Media Watch 559

Attached is the current issue of Media Watch (#559).

Of particular interest in this week's issue:

Sharing is caring: Minimizing the disruption with palliative care CUREUS JOURNAL OF MEDICAL SCIENCE | Online – Accessed 12 April 2018 – When patients approach the end of life, they are often faced with a challenging multidimensional burden while navigating a complex health care system. Patients and families/caregivers are faced with daily decisions, often with little or no frame of reference or medical knowledge. The “what, how, when, and where” puzzle during this challenging time can be overwhelming for patients and their families, and when clinicians do not contemplate this, associated workload’s impact on patients and caregivers’ capacity for self-care, patients and caregivers scramble to find compensatory solutions, often putting their health care at lower priority.
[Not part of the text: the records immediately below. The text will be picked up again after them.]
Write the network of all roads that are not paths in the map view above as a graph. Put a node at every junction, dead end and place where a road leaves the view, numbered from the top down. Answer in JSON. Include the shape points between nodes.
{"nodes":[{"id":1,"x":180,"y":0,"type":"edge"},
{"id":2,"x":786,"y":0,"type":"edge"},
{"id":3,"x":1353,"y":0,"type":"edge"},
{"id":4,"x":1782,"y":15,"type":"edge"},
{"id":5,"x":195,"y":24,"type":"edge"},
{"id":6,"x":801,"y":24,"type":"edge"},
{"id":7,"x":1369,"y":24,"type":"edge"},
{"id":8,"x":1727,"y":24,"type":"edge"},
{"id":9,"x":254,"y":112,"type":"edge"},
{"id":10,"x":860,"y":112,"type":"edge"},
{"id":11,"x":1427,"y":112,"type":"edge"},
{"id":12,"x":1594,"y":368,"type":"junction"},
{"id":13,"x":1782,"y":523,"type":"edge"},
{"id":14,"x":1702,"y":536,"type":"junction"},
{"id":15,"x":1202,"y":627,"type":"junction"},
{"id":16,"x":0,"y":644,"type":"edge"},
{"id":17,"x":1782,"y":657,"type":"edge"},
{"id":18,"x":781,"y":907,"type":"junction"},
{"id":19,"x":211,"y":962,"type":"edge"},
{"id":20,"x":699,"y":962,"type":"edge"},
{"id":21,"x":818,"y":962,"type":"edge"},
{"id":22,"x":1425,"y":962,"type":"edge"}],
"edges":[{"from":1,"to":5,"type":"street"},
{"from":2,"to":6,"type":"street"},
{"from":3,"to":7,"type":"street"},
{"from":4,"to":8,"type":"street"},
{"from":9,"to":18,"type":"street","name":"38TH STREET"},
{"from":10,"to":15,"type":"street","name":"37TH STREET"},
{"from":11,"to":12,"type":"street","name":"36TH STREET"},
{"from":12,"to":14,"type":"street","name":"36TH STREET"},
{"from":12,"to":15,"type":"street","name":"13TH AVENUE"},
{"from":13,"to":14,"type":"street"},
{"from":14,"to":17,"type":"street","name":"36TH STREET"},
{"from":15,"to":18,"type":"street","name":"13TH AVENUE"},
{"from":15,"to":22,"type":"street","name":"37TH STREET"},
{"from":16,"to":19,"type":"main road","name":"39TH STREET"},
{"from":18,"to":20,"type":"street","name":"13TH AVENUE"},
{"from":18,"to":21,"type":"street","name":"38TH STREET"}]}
This consequently warrants the underlying importance of palliative care (PC) and integrating it into the patients’ health care plans earlier. There is increasing evidence from recent trials that supported implementing national policies regarding the early integration of PC and its role in improving the quality of life, increasing survival, and supporting patients’ and caregivers’ values when making decisions about their health care while possibly minimizing the burden of illness. 

Raise the bar, not the threshold value: Meeting patient preferences for palliative and end-of-life care PHARMACOECONOMICS | Online – Accessed 8 April 2018 – Despite increasing interest in economic evaluation of palliative and end-of-life care (P&EoLC), research on patients’ preferences and values to robustly inform such analysis in this setting is relatively scarce. In a special issue of Palliative Medicine on the economics of P&EoLC just one article focused on this controversial topic.1 In large part this may be due to the complexities of palliative care (PC), which aims to improve “the quality of life of patients and families facing the problem associated with life-threatening illness, through the prevention and relief of suffering by means of early identification and impeccable assessment and treatment of pain and other problems, physical, psychosocial and spiritual.” Clearly, PC is multidimensional and people value domains above and beyond health status. There is utility from the dying process; people have preferences for their place of care and place of death along the dying trajectory and derive benefit from preparing themselves and others for their impending death. Further, reducing families’ and carers’ distress and improving their well-being are integral aspects of care. People also value aspects such as not being a burden on family and friends, and receiving high-quality healthcare as much as, or even more than, improvements in health status or extension of life when receiving PC. Yet, clinicians and decision makers don’t always accord the same value to these patient preferences.